» Exercise:
In the records below, some lines hold the word "Boston". Copy each of those lines.

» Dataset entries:
════════════════

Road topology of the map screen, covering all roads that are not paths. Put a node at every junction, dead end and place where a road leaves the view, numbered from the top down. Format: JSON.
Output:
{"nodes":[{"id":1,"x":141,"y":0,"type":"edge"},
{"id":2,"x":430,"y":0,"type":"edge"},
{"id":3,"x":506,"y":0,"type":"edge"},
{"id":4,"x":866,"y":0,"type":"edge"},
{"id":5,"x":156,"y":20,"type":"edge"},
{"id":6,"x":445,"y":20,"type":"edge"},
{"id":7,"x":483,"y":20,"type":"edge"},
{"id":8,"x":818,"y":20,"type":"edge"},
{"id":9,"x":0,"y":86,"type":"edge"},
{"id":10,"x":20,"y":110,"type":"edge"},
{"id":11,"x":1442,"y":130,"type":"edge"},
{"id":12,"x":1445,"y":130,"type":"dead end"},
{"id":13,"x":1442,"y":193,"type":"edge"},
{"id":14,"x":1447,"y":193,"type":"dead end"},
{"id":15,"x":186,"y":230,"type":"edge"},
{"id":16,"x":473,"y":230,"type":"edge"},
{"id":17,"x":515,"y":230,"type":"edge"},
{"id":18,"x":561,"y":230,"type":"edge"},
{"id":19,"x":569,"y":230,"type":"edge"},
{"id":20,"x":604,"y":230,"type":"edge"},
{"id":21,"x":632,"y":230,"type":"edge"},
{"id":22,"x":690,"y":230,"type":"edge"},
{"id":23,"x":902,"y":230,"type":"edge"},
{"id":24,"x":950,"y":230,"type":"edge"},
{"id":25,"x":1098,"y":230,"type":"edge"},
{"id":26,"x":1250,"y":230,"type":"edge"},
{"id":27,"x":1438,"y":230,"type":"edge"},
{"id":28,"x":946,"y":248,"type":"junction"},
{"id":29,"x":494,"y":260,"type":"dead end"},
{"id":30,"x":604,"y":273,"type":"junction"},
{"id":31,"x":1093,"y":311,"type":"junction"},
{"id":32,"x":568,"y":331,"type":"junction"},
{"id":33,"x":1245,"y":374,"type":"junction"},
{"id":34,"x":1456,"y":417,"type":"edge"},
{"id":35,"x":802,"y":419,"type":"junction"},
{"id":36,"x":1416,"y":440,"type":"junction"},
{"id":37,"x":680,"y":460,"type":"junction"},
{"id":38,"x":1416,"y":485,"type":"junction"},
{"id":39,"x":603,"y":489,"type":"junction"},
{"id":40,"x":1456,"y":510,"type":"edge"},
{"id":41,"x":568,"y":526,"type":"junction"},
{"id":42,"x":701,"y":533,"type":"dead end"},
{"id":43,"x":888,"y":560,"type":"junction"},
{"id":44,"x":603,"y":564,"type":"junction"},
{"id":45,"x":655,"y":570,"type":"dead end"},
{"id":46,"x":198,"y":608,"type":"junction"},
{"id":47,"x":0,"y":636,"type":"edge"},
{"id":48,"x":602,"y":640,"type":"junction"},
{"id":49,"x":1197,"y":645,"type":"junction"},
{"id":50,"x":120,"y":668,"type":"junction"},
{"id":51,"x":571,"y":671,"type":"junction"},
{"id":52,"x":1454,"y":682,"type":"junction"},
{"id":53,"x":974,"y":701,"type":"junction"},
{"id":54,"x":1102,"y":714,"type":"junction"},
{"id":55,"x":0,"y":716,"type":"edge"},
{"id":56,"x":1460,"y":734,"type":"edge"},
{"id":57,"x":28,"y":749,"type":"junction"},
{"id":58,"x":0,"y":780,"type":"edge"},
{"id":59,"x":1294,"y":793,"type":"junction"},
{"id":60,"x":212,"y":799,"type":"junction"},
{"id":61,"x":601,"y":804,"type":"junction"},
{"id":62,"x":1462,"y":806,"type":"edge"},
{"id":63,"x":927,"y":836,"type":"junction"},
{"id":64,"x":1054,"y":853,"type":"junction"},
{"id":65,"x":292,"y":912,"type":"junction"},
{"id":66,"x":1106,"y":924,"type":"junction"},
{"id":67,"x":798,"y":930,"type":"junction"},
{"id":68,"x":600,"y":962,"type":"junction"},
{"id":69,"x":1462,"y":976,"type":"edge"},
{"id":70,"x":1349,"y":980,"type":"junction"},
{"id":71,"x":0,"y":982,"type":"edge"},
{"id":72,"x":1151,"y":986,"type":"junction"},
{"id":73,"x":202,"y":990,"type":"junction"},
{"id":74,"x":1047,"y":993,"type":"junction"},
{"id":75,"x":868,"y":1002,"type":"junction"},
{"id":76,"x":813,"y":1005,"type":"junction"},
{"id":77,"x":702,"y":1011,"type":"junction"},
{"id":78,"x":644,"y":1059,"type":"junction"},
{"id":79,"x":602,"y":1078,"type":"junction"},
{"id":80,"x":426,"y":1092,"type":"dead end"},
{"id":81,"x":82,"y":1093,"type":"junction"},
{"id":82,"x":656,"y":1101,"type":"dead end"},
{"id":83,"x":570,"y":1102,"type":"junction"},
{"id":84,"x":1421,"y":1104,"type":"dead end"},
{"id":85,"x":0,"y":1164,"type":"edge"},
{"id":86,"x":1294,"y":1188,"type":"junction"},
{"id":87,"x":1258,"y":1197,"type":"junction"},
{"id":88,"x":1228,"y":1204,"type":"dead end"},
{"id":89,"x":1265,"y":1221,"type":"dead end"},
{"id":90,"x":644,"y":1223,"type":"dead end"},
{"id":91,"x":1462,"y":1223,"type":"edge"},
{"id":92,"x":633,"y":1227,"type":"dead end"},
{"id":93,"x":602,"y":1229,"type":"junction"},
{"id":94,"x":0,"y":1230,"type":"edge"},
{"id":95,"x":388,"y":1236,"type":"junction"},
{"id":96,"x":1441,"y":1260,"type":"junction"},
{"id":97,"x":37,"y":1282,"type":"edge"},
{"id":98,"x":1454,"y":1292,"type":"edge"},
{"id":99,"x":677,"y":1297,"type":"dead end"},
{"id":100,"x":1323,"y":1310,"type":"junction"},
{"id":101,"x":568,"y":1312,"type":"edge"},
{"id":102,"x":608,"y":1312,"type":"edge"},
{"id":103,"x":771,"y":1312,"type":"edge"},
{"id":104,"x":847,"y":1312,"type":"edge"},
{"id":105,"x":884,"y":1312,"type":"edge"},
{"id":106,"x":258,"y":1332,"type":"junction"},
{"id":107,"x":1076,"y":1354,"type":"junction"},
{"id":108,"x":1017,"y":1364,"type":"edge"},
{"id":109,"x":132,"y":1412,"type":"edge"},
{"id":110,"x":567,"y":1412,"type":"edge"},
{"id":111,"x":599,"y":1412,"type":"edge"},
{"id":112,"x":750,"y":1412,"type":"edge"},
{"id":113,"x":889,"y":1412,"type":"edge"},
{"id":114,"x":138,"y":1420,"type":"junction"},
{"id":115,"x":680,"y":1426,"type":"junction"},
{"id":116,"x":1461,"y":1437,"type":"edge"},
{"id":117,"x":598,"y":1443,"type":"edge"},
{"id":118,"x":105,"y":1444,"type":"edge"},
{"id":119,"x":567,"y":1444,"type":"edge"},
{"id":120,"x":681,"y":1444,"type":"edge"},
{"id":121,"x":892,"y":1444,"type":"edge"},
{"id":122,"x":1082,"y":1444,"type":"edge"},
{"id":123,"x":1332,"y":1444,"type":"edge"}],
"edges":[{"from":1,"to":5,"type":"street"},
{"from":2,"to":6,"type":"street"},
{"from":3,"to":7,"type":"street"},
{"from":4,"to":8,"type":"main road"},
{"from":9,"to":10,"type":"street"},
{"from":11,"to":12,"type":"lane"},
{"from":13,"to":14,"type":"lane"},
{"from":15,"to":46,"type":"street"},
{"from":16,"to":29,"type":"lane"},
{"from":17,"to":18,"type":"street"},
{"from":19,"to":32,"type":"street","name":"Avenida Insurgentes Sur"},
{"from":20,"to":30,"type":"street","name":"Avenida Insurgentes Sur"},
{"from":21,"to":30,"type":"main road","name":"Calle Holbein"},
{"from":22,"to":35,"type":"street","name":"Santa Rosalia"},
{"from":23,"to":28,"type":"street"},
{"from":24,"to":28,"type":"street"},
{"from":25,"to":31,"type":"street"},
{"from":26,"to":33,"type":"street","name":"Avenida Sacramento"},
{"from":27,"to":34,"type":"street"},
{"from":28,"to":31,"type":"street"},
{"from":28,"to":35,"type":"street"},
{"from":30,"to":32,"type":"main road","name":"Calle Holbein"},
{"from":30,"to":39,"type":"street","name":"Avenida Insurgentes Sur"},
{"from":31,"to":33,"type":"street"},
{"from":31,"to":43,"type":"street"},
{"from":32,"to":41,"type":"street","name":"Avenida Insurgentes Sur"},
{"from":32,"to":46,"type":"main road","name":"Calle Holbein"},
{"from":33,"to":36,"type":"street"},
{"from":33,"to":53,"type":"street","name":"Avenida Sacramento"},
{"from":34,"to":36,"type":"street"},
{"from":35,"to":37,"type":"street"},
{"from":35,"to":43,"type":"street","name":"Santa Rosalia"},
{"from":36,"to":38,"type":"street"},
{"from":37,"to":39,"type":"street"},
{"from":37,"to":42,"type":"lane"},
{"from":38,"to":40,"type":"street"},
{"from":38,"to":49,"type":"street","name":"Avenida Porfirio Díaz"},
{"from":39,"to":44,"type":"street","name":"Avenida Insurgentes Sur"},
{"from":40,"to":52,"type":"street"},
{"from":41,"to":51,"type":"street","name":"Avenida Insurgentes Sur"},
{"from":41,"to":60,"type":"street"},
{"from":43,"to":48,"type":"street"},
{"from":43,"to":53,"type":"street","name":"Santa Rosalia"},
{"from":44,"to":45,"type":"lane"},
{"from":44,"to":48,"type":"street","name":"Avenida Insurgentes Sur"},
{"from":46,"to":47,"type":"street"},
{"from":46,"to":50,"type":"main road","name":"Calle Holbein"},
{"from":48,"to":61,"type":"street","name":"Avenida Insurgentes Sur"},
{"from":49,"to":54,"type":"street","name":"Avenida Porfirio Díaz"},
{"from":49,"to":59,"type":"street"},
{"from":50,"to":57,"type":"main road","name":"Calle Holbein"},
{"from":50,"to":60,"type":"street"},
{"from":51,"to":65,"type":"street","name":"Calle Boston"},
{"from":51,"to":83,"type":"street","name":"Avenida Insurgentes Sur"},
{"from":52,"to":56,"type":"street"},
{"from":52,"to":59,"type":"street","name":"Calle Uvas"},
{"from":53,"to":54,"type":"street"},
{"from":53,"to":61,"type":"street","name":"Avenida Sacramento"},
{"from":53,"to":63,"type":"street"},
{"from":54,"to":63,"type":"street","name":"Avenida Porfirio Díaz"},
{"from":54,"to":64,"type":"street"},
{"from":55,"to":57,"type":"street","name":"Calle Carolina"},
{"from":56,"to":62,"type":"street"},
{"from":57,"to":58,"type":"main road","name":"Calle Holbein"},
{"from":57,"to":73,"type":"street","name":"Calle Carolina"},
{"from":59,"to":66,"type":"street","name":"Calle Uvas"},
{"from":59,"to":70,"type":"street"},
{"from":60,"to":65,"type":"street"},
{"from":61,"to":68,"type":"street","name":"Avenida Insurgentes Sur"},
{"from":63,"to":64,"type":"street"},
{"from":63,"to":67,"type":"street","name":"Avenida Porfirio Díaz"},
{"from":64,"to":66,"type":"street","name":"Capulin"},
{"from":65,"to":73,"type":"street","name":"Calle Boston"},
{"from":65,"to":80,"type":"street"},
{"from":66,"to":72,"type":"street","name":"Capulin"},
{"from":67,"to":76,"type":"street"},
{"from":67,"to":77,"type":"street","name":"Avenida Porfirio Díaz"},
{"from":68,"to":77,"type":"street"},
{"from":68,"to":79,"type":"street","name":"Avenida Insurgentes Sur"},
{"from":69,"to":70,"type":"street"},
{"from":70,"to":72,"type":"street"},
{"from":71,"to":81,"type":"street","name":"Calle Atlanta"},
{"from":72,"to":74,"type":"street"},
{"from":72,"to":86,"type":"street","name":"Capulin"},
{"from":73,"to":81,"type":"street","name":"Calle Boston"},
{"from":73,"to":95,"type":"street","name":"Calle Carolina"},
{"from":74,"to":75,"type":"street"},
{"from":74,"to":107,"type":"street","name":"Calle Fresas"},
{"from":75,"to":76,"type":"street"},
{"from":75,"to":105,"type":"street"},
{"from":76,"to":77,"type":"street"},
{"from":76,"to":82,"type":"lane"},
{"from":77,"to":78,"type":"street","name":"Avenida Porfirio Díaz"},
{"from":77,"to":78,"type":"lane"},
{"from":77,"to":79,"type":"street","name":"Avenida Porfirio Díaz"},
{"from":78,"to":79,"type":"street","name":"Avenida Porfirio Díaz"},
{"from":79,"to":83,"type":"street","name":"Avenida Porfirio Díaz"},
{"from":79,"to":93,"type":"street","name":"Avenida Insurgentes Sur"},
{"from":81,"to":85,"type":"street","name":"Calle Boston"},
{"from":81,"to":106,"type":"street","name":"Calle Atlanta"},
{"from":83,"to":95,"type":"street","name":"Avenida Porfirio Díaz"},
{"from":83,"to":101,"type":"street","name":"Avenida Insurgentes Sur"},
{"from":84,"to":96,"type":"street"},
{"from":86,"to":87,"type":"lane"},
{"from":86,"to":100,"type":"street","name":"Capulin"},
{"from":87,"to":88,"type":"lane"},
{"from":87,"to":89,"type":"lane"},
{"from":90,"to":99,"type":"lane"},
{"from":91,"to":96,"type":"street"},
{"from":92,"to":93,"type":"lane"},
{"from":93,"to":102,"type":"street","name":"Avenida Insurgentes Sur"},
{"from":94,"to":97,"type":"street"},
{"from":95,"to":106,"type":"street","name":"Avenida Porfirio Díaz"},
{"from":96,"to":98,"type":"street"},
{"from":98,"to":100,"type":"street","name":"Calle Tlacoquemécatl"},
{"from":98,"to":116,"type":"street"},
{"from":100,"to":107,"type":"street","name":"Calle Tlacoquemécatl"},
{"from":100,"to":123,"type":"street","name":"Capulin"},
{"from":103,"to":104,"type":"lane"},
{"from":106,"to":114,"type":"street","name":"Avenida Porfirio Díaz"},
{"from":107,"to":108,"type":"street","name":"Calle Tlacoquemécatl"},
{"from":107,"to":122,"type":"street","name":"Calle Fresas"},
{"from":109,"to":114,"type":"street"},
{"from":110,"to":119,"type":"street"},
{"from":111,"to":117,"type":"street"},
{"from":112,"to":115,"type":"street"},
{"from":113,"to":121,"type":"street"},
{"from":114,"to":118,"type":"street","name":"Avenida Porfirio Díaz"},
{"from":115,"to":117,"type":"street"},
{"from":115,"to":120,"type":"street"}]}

════════════════

» Task output:
{"from":51,"to":65,"type":"street","name":"Calle Boston"},
{"from":65,"to":73,"type":"street","name":"Calle Boston"},
{"from":73,"to":81,"type":"street","name":"Calle Boston"},
{"from":81,"to":85,"type":"street","name":"Calle Boston"},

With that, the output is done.